We take it all for granted. Groceries. Book stores. Bike shops. Sushi at that place downtown.
This week, I'm forced to take time off for reasons that aren't really important, but it involved anesthesia, an incision, and a gown - not in that order. As a result, I'm sitting on my arse watching Netflix and staring at blank pages. My training regimen derailed, I'm looking at a gaping hole in my training calendar.
This is the time of year when every serious Roadie should be hitting it hard in preparation for the upcoming season. There's an adage that says, "Winter is for fitness; Summer is for fun." Well, it's winter, and I'm having neither fitness nor fun. And like any typical Roadie, I'm imagining/fretting that every other racer is becoming Arnold freakin' Schartzeneger during this 'off season' and will crush me like a worm at the first race of the 'on season' which begins seven weeks from now.

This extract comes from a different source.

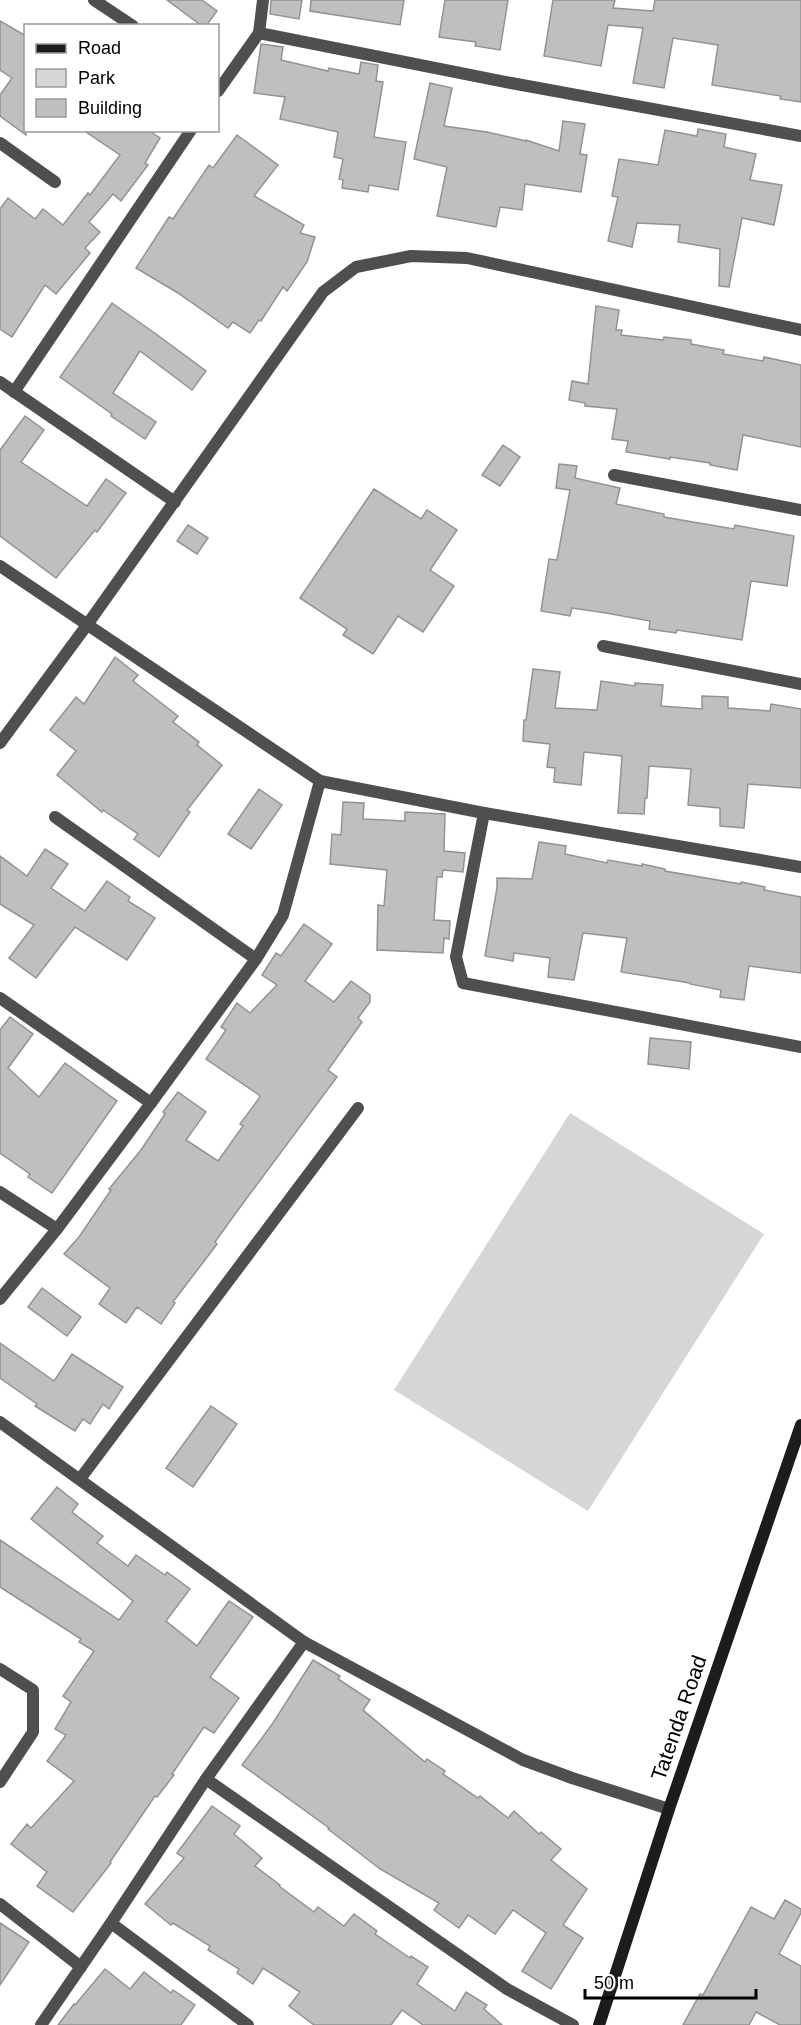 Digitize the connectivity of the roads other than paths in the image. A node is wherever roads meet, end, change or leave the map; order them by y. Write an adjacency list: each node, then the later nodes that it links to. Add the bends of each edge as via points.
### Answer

I've had some friends complain about catching a cold that puts them out of action for a few days.
Well, all it takes is one quick look at any news outlet for a dose of perspective: Haiti.

(photos of the people of Haiti taken by my brother, David)
I've never really been in an Earthquake (see story below). I can only imagine what it's like to have your house shaken like a polaroid picture and discarded. In Haiti, routines will take many months to restore... if you live.
Snap back to reality. My four days on the couch are embarrassingly minor when compared to 4 days trapped under the rubble that was once your house.
It shouldn't take a major catastrophe to remind us of these things.

My one and only experience with an earthquake: San Francisco, 1994. I'm in the hotel lobby at 5am to catch a shuttle to the airport. As I'm checking out, the man with a heavy accent behind the counter asks me, "deed you feel air-di-quate?"
I thought he said, 'did I feel adequate?' as in, did I sleep OK? Hmm that's a funny way to ask it, but I got it. I try hard to understand people who speak funny, so I was happy that I figured it out quickly without making him repeat it. I dismissively said, "Yeah, Everything was fine."
No, he asked it again with emphasis on the Air-di-quate?
Long pause.
Ooooh, earthquake! Yeah. No, I didn't feel it.
Apparently, it was the kind of shaker that rousts everyone from their room and into the hallway.
I slept right through it, and now must rely on my imagination to know how horrible it must be to literally have your world come crashing down around you.
A week off the bike is no big deal. Even in February.